** Opening Exercise material block **
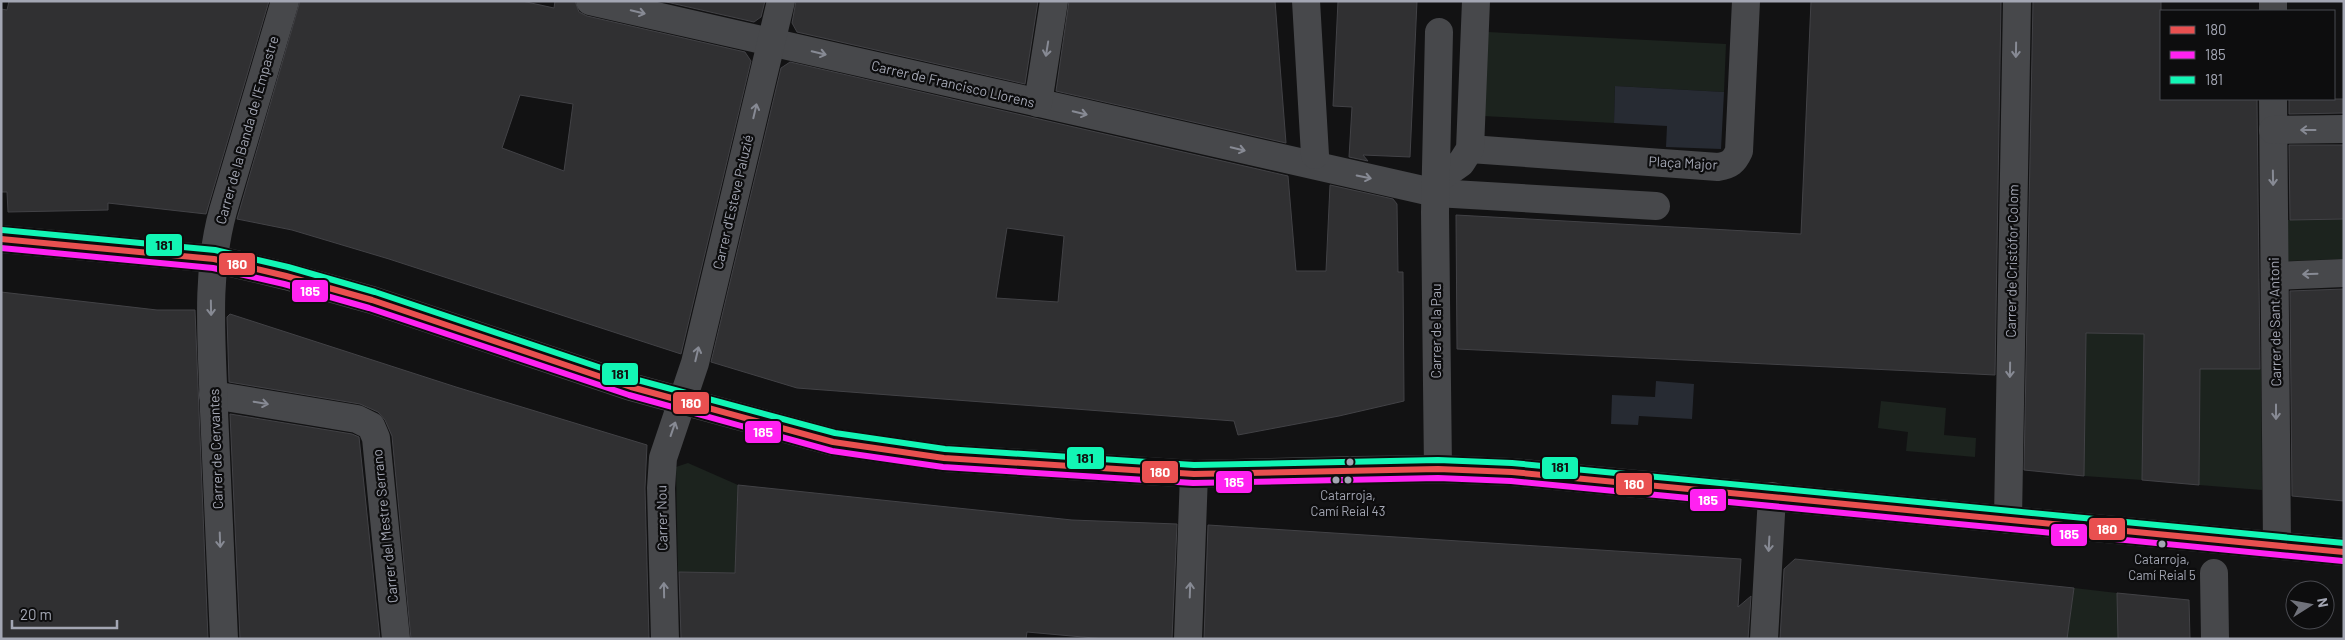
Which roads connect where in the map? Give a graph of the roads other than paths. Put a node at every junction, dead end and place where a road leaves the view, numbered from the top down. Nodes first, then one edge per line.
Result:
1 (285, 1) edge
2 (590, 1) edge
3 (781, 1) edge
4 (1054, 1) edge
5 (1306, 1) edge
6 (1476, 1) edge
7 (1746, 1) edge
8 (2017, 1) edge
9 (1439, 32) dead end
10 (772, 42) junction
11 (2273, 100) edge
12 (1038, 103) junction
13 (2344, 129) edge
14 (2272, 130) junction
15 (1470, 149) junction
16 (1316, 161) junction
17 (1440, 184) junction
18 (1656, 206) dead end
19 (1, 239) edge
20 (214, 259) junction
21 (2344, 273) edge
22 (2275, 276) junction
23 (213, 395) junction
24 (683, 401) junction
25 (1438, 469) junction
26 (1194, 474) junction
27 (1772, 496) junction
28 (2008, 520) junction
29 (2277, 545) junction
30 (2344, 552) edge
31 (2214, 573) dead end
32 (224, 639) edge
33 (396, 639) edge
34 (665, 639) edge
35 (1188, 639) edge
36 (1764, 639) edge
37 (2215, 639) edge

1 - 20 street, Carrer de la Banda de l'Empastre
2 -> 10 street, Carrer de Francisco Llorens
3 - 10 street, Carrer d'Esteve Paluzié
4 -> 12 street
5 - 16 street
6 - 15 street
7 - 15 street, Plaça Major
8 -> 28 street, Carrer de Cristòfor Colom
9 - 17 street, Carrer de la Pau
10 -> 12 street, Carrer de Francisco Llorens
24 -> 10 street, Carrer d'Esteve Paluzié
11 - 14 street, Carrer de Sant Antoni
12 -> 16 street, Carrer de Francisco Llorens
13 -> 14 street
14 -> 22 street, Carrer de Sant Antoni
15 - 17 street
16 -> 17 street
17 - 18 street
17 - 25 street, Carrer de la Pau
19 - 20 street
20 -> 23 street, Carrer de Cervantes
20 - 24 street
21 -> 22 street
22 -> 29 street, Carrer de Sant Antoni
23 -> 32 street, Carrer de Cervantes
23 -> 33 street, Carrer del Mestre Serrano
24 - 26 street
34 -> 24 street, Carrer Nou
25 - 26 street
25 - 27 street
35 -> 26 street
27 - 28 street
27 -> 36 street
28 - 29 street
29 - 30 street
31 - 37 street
** Closing Exercise material block **
» Instructions for the task
Across the entries above, find the lines with the string "Paluzié" and copy them.

» Task result
3 - 10 street, Carrer d'Esteve Paluzié
24 -> 10 street, Carrer d'Esteve Paluzié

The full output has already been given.